#### [DESCRIPTION OF THE TASK]
For each record below, write an exact copy.

***

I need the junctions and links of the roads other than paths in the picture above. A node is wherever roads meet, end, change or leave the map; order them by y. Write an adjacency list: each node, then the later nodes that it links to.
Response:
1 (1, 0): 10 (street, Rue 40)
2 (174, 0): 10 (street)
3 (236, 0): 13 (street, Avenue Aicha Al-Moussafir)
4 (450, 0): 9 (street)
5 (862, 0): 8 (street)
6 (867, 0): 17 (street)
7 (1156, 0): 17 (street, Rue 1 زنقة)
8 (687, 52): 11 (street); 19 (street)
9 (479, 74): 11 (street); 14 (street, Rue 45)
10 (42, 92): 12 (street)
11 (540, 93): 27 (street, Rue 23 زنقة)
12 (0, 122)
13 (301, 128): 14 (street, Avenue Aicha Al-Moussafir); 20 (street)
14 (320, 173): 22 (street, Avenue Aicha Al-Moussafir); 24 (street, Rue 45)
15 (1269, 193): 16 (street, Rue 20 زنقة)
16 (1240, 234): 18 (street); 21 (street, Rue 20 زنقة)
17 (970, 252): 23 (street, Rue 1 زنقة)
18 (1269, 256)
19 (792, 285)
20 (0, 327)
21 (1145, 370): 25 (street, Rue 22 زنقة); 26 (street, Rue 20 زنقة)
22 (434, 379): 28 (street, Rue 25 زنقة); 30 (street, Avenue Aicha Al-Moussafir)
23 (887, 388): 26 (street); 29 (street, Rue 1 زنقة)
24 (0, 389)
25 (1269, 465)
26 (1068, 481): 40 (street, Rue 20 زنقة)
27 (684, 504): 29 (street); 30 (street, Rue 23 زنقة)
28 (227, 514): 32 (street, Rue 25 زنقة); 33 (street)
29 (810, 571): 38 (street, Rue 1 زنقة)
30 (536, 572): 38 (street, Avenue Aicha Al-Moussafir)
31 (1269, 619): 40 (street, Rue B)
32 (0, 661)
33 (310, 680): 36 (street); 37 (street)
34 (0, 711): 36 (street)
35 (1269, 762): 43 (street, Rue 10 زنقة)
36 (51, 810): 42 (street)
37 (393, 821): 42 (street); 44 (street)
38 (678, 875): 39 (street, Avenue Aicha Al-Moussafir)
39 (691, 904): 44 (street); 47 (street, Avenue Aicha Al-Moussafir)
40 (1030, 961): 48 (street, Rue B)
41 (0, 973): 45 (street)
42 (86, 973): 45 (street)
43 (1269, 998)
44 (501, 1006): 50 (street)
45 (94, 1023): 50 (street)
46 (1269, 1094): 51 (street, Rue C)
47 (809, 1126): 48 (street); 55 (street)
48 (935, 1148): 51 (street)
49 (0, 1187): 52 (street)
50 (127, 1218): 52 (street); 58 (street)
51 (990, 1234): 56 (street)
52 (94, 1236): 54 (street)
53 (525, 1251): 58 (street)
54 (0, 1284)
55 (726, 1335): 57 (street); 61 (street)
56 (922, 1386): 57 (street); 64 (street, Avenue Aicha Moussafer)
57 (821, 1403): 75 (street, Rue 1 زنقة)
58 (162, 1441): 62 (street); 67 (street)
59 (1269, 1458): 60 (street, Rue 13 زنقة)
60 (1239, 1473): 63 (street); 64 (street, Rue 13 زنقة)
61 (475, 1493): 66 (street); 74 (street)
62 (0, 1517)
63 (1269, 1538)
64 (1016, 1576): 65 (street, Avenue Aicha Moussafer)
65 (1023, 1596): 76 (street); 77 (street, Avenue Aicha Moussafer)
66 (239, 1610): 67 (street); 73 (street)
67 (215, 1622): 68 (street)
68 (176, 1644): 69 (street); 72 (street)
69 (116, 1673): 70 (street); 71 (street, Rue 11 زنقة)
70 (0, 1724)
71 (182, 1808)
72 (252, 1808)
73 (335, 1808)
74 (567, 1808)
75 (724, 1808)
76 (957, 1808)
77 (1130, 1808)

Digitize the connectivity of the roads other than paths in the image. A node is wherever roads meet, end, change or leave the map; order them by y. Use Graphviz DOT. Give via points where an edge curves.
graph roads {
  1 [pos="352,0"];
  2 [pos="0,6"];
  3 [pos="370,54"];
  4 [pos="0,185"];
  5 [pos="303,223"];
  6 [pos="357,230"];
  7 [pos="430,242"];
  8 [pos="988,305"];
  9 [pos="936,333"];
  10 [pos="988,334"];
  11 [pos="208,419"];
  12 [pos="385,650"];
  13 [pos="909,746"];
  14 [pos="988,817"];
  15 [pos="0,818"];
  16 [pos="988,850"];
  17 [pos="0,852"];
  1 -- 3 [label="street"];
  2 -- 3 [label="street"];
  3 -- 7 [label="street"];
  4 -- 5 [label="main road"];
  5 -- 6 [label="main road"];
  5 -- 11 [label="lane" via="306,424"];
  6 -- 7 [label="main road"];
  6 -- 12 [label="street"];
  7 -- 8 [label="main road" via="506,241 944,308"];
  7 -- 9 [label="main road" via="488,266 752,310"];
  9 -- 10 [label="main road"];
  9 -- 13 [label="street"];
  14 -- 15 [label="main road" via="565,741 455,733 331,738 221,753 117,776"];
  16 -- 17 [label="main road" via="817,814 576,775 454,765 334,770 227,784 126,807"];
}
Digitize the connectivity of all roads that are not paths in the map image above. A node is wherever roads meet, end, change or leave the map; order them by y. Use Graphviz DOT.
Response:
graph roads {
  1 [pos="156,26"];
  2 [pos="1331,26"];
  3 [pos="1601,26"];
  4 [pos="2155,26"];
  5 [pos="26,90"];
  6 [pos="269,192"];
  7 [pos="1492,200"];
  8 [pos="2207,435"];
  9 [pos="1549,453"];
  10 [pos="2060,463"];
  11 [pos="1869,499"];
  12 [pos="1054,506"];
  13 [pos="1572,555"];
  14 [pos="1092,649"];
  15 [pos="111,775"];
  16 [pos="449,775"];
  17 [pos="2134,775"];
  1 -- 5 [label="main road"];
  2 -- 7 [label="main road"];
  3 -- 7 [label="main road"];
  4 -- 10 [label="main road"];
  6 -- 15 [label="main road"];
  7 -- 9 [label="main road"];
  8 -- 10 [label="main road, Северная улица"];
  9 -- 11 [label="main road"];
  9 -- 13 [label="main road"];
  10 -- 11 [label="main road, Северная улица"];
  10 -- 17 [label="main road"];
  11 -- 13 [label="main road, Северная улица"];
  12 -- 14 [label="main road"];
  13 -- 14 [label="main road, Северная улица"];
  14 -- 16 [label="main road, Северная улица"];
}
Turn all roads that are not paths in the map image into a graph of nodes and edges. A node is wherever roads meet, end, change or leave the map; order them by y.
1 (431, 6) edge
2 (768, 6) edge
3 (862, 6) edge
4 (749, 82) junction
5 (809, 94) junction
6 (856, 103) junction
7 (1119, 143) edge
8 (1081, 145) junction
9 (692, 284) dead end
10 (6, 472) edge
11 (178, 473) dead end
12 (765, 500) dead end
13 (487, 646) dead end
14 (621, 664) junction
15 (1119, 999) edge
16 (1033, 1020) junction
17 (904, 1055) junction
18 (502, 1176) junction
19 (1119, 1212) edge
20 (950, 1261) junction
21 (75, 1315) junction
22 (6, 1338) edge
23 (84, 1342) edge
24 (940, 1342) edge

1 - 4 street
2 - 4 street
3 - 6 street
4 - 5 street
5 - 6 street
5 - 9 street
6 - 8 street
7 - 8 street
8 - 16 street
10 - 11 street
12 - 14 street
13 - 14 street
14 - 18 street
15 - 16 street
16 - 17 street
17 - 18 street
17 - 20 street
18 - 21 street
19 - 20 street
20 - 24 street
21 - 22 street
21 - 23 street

***

#### [EXERCISE ANSWER]
I need the junctions and links of the roads other than paths in the picture above. A node is wherever roads meet, end, change or leave the map; order them by y. Write an adjacency list: each node, then the later nodes that it links to.
Response:
1 (1, 0): 10 (street, Rue 40)
2 (174, 0): 10 (street)
3 (236, 0): 13 (street, Avenue Aicha Al-Moussafir)
4 (450, 0): 9 (street)
5 (862, 0): 8 (street)
6 (867, 0): 17 (street)
7 (1156, 0): 17 (street, Rue 1 زنقة)
8 (687, 52): 11 (street); 19 (street)
9 (479, 74): 11 (street); 14 (street, Rue 45)
10 (42, 92): 12 (street)
11 (540, 93): 27 (street, Rue 23 زنقة)
12 (0, 122)
13 (301, 128): 14 (street, Avenue Aicha Al-Moussafir); 20 (street)
14 (320, 173): 22 (street, Avenue Aicha Al-Moussafir); 24 (street, Rue 45)
15 (1269, 193): 16 (street, Rue 20 زنقة)
16 (1240, 234): 18 (street); 21 (street, Rue 20 زنقة)
17 (970, 252): 23 (street, Rue 1 زنقة)
18 (1269, 256)
19 (792, 285)
20 (0, 327)
21 (1145, 370): 25 (street, Rue 22 زنقة); 26 (street, Rue 20 زنقة)
22 (434, 379): 28 (street, Rue 25 زنقة); 30 (street, Avenue Aicha Al-Moussafir)
23 (887, 388): 26 (street); 29 (street, Rue 1 زنقة)
24 (0, 389)
25 (1269, 465)
26 (1068, 481): 40 (street, Rue 20 زنقة)
27 (684, 504): 29 (street); 30 (street, Rue 23 زنقة)
28 (227, 514): 32 (street, Rue 25 زنقة); 33 (street)
29 (810, 571): 38 (street, Rue 1 زنقة)
30 (536, 572): 38 (street, Avenue Aicha Al-Moussafir)
31 (1269, 619): 40 (street, Rue B)
32 (0, 661)
33 (310, 680): 36 (street); 37 (street)
34 (0, 711): 36 (street)
35 (1269, 762): 43 (street, Rue 10 زنقة)
36 (51, 810): 42 (street)
37 (393, 821): 42 (street); 44 (street)
38 (678, 875): 39 (street, Avenue Aicha Al-Moussafir)
39 (691, 904): 44 (street); 47 (street, Avenue Aicha Al-Moussafir)
40 (1030, 961): 48 (street, Rue B)
41 (0, 973): 45 (street)
42 (86, 973): 45 (street)
43 (1269, 998)
44 (501, 1006): 50 (street)
45 (94, 1023): 50 (street)
46 (1269, 1094): 51 (street, Rue C)
47 (809, 1126): 48 (street); 55 (street)
48 (935, 1148): 51 (street)
49 (0, 1187): 52 (street)
50 (127, 1218): 52 (street); 58 (street)
51 (990, 1234): 56 (street)
52 (94, 1236): 54 (street)
53 (525, 1251): 58 (street)
54 (0, 1284)
55 (726, 1335): 57 (street); 61 (street)
56 (922, 1386): 57 (street); 64 (street, Avenue Aicha Moussafer)
57 (821, 1403): 75 (street, Rue 1 زنقة)
58 (162, 1441): 62 (street); 67 (street)
59 (1269, 1458): 60 (street, Rue 13 زنقة)
60 (1239, 1473): 63 (street); 64 (street, Rue 13 زنقة)
61 (475, 1493): 66 (street); 74 (street)
62 (0, 1517)
63 (1269, 1538)
64 (1016, 1576): 65 (street, Avenue Aicha Moussafer)
65 (1023, 1596): 76 (street); 77 (street, Avenue Aicha Moussafer)
66 (239, 1610): 67 (street); 73 (street)
67 (215, 1622): 68 (street)
68 (176, 1644): 69 (street); 72 (street)
69 (116, 1673): 70 (street); 71 (street, Rue 11 زنقة)
70 (0, 1724)
71 (182, 1808)
72 (252, 1808)
73 (335, 1808)
74 (567, 1808)
75 (724, 1808)
76 (957, 1808)
77 (1130, 1808)

Digitize the connectivity of the roads other than paths in the image. A node is wherever roads meet, end, change or leave the map; order them by y. Use Graphviz DOT. Give via points where an edge curves.
graph roads {
  1 [pos="352,0"];
  2 [pos="0,6"];
  3 [pos="370,54"];
  4 [pos="0,185"];
  5 [pos="303,223"];
  6 [pos="357,230"];
  7 [pos="430,242"];
  8 [pos="988,305"];
  9 [pos="936,333"];
  10 [pos="988,334"];
  11 [pos="208,419"];
  12 [pos="385,650"];
  13 [pos="909,746"];
  14 [pos="988,817"];
  15 [pos="0,818"];
  16 [pos="988,850"];
  17 [pos="0,852"];
  1 -- 3 [label="street"];
  2 -- 3 [label="street"];
  3 -- 7 [label="street"];
  4 -- 5 [label="main road"];
  5 -- 6 [label="main road"];
  5 -- 11 [label="lane" via="306,424"];
  6 -- 7 [label="main road"];
  6 -- 12 [label="street"];
  7 -- 8 [label="main road" via="506,241 944,308"];
  7 -- 9 [label="main road" via="488,266 752,310"];
  9 -- 10 [label="main road"];
  9 -- 13 [label="street"];
  14 -- 15 [label="main road" via="565,741 455,733 331,738 221,753 117,776"];
  16 -- 17 [label="main road" via="817,814 576,775 454,765 334,770 227,784 126,807"];
}
Digitize the connectivity of all roads that are not paths in the map image above. A node is wherever roads meet, end, change or leave the map; order them by y. Use Graphviz DOT.
Response:
graph roads {
  1 [pos="156,26"];
  2 [pos="1331,26"];
  3 [pos="1601,26"];
  4 [pos="2155,26"];
  5 [pos="26,90"];
  6 [pos="269,192"];
  7 [pos="1492,200"];
  8 [pos="2207,435"];
  9 [pos="1549,453"];
  10 [pos="2060,463"];
  11 [pos="1869,499"];
  12 [pos="1054,506"];
  13 [pos="1572,555"];
  14 [pos="1092,649"];
  15 [pos="111,775"];
  16 [pos="449,775"];
  17 [pos="2134,775"];
  1 -- 5 [label="main road"];
  2 -- 7 [label="main road"];
  3 -- 7 [label="main road"];
  4 -- 10 [label="main road"];
  6 -- 15 [label="main road"];
  7 -- 9 [label="main road"];
  8 -- 10 [label="main road, Северная улица"];
  9 -- 11 [label="main road"];
  9 -- 13 [label="main road"];
  10 -- 11 [label="main road, Северная улица"];
  10 -- 17 [label="main road"];
  11 -- 13 [label="main road, Северная улица"];
  12 -- 14 [label="main road"];
  13 -- 14 [label="main road, Северная улица"];
  14 -- 16 [label="main road, Северная улица"];
}
Turn all roads that are not paths in the map image into a graph of nodes and edges. A node is wherever roads meet, end, change or leave the map; order them by y.
1 (431, 6) edge
2 (768, 6) edge
3 (862, 6) edge
4 (749, 82) junction
5 (809, 94) junction
6 (856, 103) junction
7 (1119, 143) edge
8 (1081, 145) junction
9 (692, 284) dead end
10 (6, 472) edge
11 (178, 473) dead end
12 (765, 500) dead end
13 (487, 646) dead end
14 (621, 664) junction
15 (1119, 999) edge
16 (1033, 1020) junction
17 (904, 1055) junction
18 (502, 1176) junction
19 (1119, 1212) edge
20 (950, 1261) junction
21 (75, 1315) junction
22 (6, 1338) edge
23 (84, 1342) edge
24 (940, 1342) edge

1 - 4 street
2 - 4 street
3 - 6 street
4 - 5 street
5 - 6 street
5 - 9 street
6 - 8 street
7 - 8 street
8 - 16 street
10 - 11 street
12 - 14 street
13 - 14 street
14 - 18 street
15 - 16 street
16 - 17 street
17 - 18 street
17 - 20 street
18 - 21 street
19 - 20 street
20 - 24 street
21 - 22 street
21 - 23 street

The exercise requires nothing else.